In 1995, Lewicki formed Hoops Inc. with Steven Hooper and released two singles.

By the late 1990s, Groove Terminator began releasing singles. His debut album, Road Kill was released February 2000 by Virgin Records. Groove Terminator toured with the rock band, Grinspoon to promote the album. He is also credited with breaking electronic and dance music into regional venues around Australia with fellow DJs Nick Skitz and Bexta.

In 2002, Groove Terminator began releasing music under the title GT. A second album was released in November 2002 under the title Electrifyin' Mojo.

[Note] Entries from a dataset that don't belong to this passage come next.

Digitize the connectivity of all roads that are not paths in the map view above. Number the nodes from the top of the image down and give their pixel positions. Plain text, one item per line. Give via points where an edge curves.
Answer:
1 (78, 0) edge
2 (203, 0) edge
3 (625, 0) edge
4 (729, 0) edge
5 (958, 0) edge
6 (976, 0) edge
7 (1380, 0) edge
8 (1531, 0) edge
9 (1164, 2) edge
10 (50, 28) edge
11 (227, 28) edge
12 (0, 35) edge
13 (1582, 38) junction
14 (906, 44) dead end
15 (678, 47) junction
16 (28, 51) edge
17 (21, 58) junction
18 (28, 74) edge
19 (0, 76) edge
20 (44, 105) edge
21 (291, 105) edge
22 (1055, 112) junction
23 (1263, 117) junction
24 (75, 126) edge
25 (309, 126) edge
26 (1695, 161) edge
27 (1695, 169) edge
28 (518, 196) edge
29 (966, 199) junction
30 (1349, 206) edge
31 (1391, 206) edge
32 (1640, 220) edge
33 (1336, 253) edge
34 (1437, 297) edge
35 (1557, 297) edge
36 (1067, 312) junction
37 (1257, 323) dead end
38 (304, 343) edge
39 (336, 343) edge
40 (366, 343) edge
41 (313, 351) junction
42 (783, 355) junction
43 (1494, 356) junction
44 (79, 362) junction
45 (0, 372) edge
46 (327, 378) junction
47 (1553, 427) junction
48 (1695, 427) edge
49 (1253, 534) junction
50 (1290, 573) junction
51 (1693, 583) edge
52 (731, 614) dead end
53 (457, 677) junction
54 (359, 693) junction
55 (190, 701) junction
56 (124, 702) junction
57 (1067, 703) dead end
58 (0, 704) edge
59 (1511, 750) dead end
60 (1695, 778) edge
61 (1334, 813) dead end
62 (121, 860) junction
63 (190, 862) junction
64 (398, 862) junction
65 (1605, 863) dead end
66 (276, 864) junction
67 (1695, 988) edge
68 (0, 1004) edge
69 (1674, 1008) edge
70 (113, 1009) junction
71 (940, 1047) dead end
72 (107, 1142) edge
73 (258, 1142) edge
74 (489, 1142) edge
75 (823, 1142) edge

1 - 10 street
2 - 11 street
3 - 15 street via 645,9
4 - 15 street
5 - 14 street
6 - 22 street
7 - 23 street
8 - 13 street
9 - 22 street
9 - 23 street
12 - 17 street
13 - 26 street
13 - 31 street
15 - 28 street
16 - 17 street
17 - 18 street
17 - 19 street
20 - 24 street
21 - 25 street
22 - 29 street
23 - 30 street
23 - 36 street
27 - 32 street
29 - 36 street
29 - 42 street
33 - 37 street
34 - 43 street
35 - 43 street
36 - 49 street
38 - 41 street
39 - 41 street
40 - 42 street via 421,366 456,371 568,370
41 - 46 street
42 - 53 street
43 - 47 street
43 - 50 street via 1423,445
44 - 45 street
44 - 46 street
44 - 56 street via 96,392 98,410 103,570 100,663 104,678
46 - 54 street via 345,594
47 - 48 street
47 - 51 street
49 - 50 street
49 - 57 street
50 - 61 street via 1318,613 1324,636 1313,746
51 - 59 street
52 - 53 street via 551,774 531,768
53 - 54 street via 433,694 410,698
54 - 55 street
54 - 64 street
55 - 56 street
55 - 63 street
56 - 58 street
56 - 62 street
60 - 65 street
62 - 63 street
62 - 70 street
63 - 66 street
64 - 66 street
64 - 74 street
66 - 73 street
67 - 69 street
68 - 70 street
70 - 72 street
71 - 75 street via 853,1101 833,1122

Circa 2005, Lewicki relocated to Los Angeles where he carried on his production and DJ work.

He is also in several other bands; one being Tonite Only with Sam La More which was launched in 2006 and is signed to Hussle Black, a sub-label of Ministry of Sound. In 2009, Lewicki started the electronic rock duo Jump Jump Dance Dance with singer/guitarist Chris Carter, also known as DJ Snakepanther. Jump Jump Dance Dance's debut album was released in July 2011.

In 2012 GT began releasing collaborative singles.

In 2017 and 2018, Groove Terminator toured with Ministry of Sound: Orchestrated, which brought a set of house, rave and club classics arranged for orchestral performance to major venues around Australia.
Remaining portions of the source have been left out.